Can your Mac run Apple’s next-gen macOS Catalina?

macOS Catalina
macOS Catalina

Gregg Keizer for Computerworld:

Apple kept to past practice yesterday when it said virtually all Macs able to run the current version of macOS will be supported by the upcoming upgrade, dubbed “Catalina,” when it ships this fall.

Apple has relied on an odd-even cycle for its macOS upgrades’ system requirements. The cadence has alternately retained the prior year’s models on the new version’s support list (odd-numbered years, like this one, with odd-numbered editions, as in 10.15) and dropped models from the list (even-numbered years, even-numbered editions).
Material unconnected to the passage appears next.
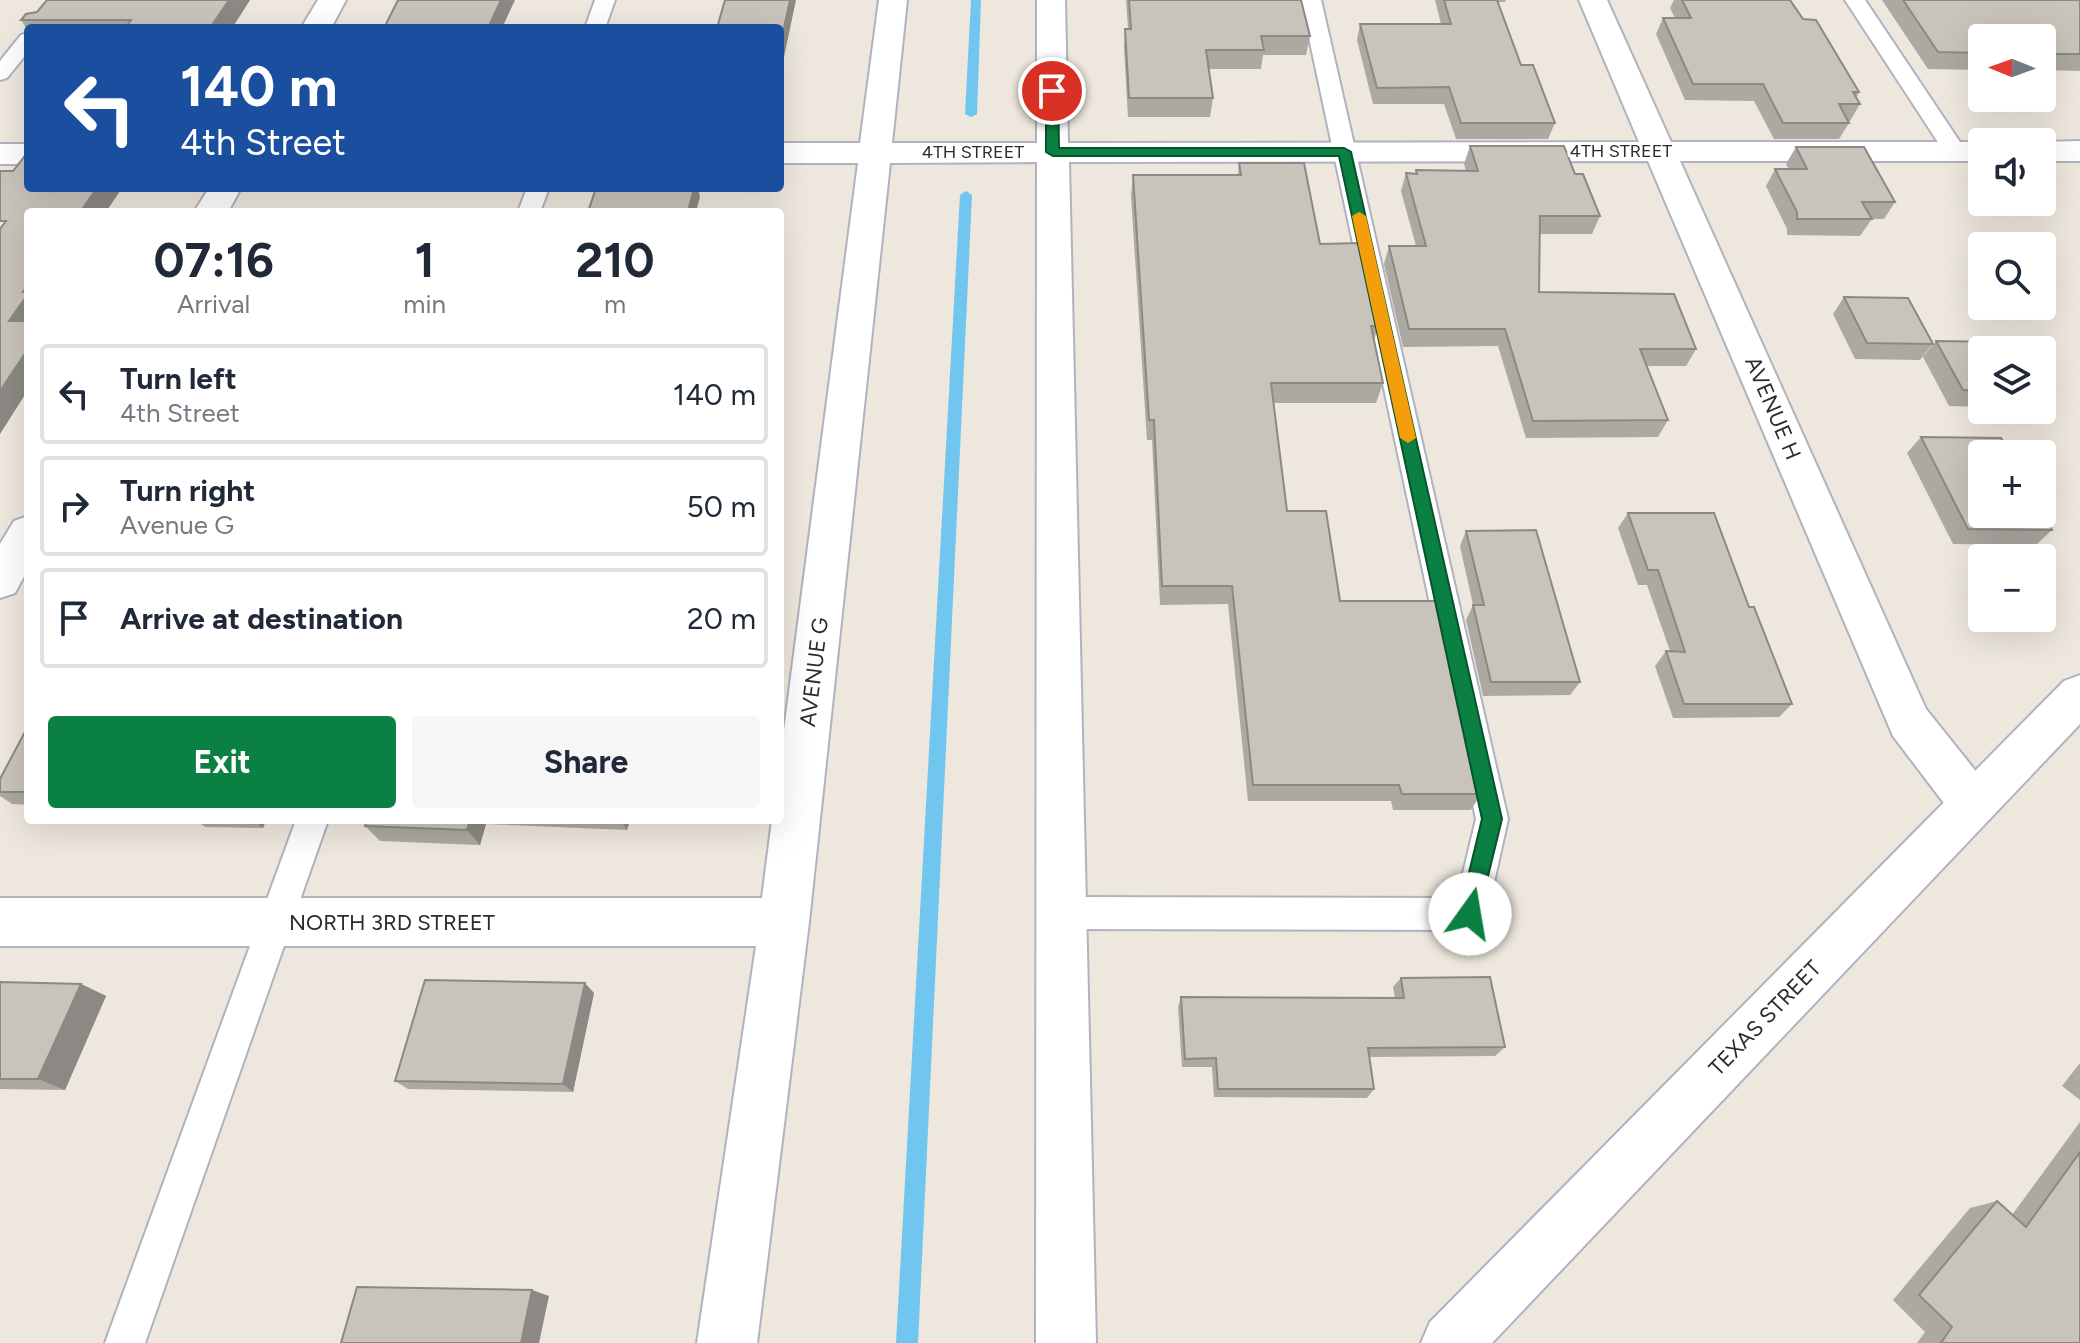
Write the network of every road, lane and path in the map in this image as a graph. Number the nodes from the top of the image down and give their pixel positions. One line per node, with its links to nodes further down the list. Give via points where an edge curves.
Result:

In 2016, for instance, macOS Sierra (10.12) struck 2007’s, 2008’s and some of 2009’s Macs from support. Meanwhile, in 2017, High Sierra (10.13) stayed with the same models as Sierra. Then in 2018, macOS Mojave dropped a slew of Macs — all those introduced in 2009, 2010 and 2011.

So it was no surprise that macOS Catalina (10.15) retained most Macs that had been able to run last year’s Mojave.

MacDailyNews Note: Here’s Apple’s official list of Macs that support macOS Catalina:

• MacBook 2015 and later
• MacBook Air 2012 and later
• MacBook Pro 2012 and later
• iMac 2012 and later
• iMac Pro 2017 and later
• Mac Mini 2012 and later
• Mac Pro 2013 and later

6 Comments

  1. I have three Macs and only one isn’t supported by Catalina. My old 2009 iMac Core2Duo will stay at Snow Leopard forever (It’s too slow on Mountain Lion). My other Macs are currently running the latest version of Mojave and they’re running wonderfully. I can’t wait to get the release version of Catalina. I should be getting a new iMac this year and that will probably be running Catalina right out of the box. If Catalina is anything like Mojave in terms of reliability, I’ll be one happy camper. Mojave has been very stable for me and hasn’t given me any problems, at all.

  2. “all those introduced in 2009, 2010 and 2011.”
    Typing this on an early 2009 Mac Pro running 10.14.6 beta 18G29g. Mojave flies on this and I have done nothing but keep it at 12GB RAM and added a Sapphire 580 card. I did have to flash from 4,1 to 5,1.. but that was really not a big deal.

    Hope I can test Catalina on it! I can’t imagine why it wouldn’t work if Mojave does. There aren’t that many significant changes to the core OS.

  3. I saw in an article online that in the Catalina beta Dashboard has gone missing which is unfortunate since I use Dashboard regularly. Unfortunately they never seem to solve the problems of the moving icons in Dashboard which was suffering from NTSP – Never Twice Same Position.